* Saved entries *
▼

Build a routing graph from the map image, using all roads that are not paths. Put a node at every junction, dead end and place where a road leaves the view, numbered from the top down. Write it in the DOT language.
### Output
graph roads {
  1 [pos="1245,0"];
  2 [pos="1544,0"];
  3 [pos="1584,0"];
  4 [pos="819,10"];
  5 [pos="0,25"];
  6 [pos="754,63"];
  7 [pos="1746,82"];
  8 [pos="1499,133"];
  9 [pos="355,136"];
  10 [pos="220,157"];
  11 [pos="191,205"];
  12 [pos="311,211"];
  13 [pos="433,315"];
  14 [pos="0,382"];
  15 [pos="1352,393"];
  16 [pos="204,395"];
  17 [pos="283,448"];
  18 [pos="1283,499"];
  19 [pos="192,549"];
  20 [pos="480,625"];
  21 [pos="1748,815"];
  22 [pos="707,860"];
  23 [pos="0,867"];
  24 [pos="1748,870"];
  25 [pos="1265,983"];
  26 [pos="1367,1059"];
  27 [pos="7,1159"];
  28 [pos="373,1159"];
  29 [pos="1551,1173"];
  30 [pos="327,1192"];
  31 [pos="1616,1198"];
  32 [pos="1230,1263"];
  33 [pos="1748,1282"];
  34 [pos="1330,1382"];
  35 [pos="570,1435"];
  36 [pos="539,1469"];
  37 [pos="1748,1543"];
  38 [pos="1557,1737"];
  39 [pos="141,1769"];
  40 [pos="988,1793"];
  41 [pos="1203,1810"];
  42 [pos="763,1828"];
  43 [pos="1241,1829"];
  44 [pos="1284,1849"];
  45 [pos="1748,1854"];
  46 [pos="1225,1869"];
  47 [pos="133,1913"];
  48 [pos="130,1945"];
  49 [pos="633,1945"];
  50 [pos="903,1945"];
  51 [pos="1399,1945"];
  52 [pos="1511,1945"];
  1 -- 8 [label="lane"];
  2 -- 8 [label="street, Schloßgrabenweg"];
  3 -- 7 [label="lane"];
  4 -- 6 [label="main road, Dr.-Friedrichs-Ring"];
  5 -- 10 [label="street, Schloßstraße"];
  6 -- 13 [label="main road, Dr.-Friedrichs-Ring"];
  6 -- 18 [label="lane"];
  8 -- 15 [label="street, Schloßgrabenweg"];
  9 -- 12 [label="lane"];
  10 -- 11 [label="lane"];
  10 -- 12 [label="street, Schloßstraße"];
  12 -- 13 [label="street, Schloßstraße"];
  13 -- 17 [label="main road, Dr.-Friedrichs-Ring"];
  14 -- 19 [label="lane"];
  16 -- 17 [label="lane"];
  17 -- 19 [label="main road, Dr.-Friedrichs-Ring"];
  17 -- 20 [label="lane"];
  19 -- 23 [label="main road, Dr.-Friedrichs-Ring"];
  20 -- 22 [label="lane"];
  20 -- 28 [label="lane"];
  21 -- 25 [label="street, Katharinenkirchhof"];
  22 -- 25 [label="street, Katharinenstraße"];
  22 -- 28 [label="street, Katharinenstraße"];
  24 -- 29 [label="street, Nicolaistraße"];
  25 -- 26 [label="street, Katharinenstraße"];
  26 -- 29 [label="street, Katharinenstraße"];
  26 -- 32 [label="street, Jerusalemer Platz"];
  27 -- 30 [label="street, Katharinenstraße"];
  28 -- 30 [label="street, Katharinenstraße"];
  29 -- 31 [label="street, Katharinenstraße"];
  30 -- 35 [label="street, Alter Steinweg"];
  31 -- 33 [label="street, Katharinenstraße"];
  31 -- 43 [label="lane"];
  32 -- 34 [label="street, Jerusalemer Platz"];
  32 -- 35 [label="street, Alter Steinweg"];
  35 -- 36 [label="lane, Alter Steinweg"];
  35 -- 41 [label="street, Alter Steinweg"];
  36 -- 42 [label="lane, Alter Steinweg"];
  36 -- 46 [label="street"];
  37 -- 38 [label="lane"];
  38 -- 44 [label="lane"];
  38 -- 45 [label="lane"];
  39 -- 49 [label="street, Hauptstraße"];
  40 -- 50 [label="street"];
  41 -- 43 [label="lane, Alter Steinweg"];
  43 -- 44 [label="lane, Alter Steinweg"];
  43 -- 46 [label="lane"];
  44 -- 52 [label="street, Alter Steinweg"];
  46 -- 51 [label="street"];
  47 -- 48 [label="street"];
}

▲

* PROBLEM REQUIREMENTS *
Note down each line above where the word "Platz" occurs.

* WRITTEN SOLUTION *
  26 -- 32 [label="street, Jerusalemer Platz"];
  32 -- 34 [label="street, Jerusalemer Platz"];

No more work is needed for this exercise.